#### RECORDS TO USE ####

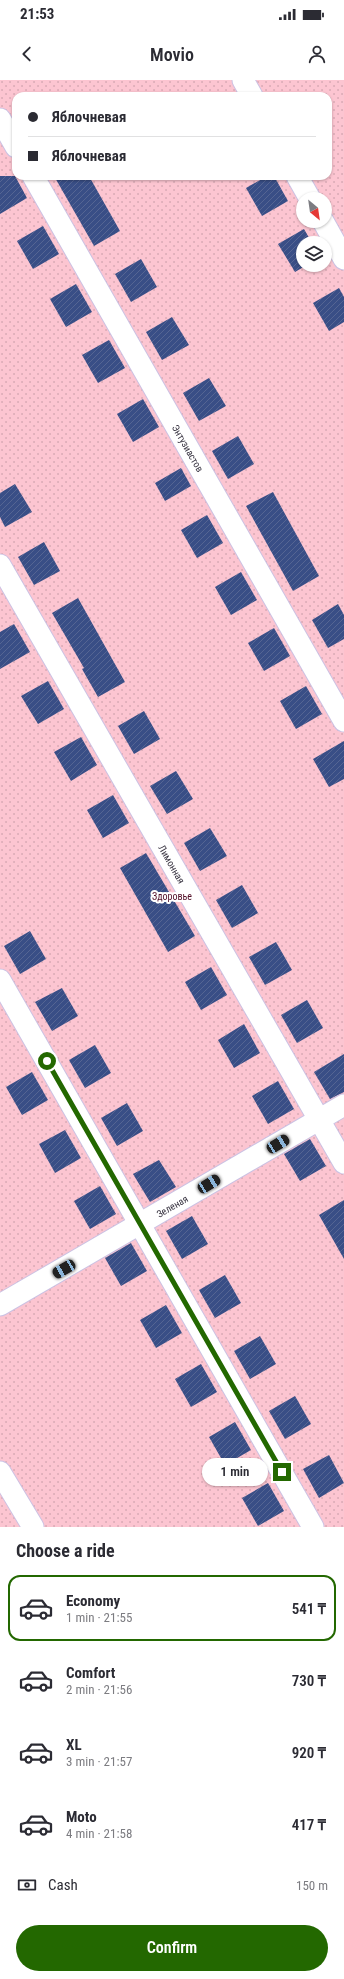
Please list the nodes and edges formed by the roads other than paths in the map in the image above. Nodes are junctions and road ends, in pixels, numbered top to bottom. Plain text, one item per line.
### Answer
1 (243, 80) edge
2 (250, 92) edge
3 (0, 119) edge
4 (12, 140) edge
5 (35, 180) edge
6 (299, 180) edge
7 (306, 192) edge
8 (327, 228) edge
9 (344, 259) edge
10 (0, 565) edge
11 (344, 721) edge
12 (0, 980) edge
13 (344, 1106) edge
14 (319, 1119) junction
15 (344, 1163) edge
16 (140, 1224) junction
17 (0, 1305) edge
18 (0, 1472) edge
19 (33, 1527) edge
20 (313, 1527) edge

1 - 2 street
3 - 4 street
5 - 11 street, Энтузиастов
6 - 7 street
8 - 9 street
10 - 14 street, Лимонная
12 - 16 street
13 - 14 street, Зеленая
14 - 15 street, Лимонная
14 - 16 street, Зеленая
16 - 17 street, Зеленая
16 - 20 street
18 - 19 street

####
#### RECORDS TO USE ####

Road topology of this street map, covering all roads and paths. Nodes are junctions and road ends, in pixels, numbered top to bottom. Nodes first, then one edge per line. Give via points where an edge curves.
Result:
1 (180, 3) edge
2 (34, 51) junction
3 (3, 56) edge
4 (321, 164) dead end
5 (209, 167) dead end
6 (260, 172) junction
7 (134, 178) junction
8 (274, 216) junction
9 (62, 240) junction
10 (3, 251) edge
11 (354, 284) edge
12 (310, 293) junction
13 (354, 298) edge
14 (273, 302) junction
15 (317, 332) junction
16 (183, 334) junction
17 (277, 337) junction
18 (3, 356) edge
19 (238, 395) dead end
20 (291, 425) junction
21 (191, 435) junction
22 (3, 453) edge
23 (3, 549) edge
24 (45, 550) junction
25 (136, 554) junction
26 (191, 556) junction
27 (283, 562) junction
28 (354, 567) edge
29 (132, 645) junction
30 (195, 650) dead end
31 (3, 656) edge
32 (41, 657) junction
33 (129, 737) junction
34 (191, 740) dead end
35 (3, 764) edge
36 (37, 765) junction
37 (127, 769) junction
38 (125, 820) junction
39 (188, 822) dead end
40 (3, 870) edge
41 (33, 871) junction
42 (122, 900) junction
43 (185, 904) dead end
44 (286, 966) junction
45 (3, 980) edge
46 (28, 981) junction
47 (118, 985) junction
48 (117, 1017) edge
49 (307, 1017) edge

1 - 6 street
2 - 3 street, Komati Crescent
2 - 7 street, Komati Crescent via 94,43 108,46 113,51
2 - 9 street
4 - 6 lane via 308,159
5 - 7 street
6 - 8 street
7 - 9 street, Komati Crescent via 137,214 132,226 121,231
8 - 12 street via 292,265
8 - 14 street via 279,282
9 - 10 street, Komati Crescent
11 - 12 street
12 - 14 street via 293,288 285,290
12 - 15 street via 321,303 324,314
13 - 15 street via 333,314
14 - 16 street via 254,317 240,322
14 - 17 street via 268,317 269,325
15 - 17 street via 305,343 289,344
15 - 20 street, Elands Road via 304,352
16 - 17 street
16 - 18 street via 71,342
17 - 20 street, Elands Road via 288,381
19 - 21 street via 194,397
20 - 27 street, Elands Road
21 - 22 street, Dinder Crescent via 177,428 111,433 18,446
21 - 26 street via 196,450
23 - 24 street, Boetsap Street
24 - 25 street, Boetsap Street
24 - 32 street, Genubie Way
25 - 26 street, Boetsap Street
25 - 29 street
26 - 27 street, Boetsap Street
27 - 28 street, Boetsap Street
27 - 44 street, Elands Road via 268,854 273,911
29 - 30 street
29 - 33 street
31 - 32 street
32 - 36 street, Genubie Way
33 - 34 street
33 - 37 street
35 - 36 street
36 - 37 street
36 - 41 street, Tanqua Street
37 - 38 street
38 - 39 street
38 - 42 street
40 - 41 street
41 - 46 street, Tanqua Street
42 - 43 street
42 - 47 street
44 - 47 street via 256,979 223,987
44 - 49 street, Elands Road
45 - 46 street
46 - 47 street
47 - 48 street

####
#### RECORDS TO USE ####

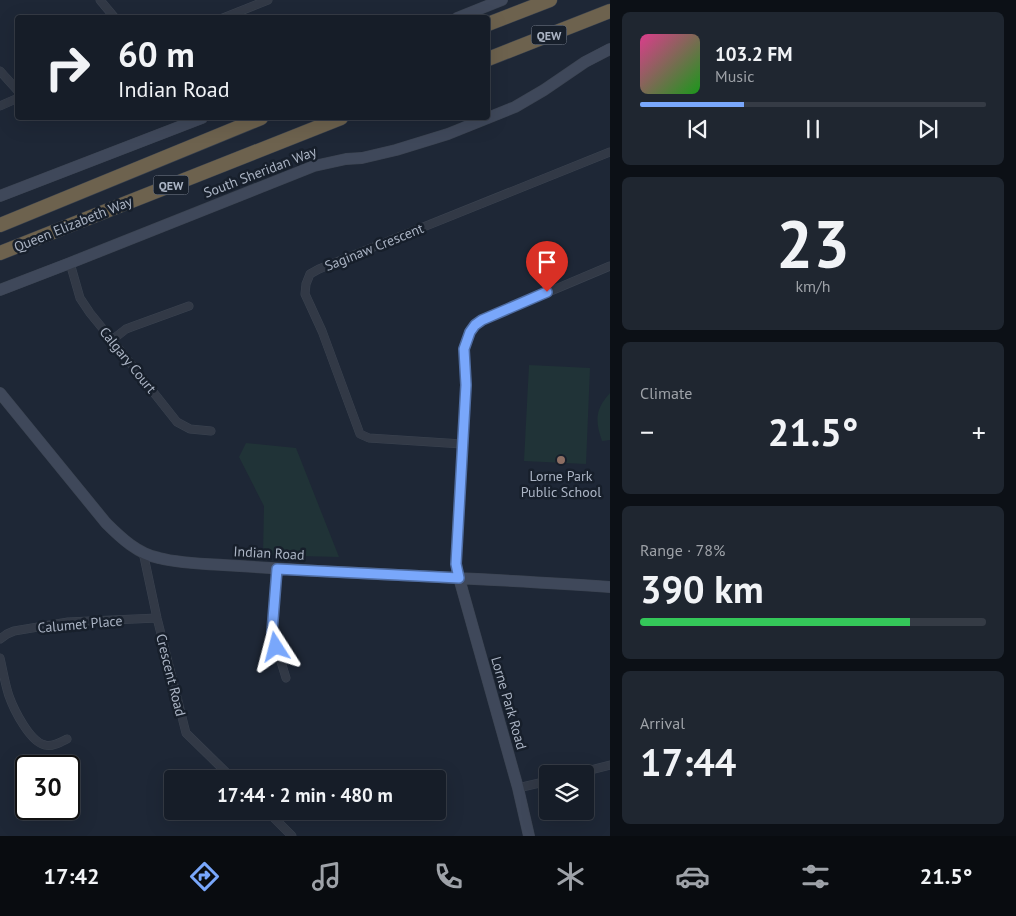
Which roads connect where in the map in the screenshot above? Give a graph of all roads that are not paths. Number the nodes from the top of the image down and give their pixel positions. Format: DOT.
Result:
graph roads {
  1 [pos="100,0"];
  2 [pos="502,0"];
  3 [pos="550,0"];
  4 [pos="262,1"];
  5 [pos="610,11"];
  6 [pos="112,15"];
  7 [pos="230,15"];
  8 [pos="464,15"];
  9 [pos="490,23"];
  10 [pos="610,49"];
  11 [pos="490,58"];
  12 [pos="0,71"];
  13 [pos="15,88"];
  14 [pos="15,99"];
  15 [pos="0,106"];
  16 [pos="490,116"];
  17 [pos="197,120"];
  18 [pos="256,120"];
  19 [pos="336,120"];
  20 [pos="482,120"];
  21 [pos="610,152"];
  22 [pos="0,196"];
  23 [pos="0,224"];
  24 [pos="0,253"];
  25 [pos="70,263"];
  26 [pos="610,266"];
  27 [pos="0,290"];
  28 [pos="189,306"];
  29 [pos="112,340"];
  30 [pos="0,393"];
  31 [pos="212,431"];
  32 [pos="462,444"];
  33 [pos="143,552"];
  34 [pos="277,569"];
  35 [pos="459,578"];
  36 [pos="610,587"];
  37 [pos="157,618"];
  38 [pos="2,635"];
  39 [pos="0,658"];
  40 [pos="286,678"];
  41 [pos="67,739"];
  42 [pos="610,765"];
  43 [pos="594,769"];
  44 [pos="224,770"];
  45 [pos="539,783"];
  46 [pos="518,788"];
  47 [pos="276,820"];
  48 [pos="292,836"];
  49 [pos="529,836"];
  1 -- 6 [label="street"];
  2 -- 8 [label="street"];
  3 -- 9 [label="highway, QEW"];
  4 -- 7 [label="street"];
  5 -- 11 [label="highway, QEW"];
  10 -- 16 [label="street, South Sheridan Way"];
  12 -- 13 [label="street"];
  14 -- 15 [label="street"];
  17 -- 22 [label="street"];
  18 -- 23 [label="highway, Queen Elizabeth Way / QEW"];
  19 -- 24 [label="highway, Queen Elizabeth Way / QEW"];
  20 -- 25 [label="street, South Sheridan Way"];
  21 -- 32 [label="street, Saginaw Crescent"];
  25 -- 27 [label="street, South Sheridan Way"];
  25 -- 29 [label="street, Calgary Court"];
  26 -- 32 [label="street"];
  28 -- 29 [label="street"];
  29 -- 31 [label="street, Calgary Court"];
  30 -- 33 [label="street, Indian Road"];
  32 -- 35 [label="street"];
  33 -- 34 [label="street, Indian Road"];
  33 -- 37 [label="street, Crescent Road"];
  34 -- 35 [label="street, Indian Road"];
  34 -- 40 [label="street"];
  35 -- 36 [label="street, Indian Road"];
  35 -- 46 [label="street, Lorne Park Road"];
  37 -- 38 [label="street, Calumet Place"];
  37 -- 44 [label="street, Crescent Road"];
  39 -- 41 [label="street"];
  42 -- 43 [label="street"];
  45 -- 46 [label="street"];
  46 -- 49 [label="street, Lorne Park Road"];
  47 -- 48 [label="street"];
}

####

TASK OBJECTIVE: Report only the number of lines that hold the string "above" in this listing.

WORKED SOLUTION: 2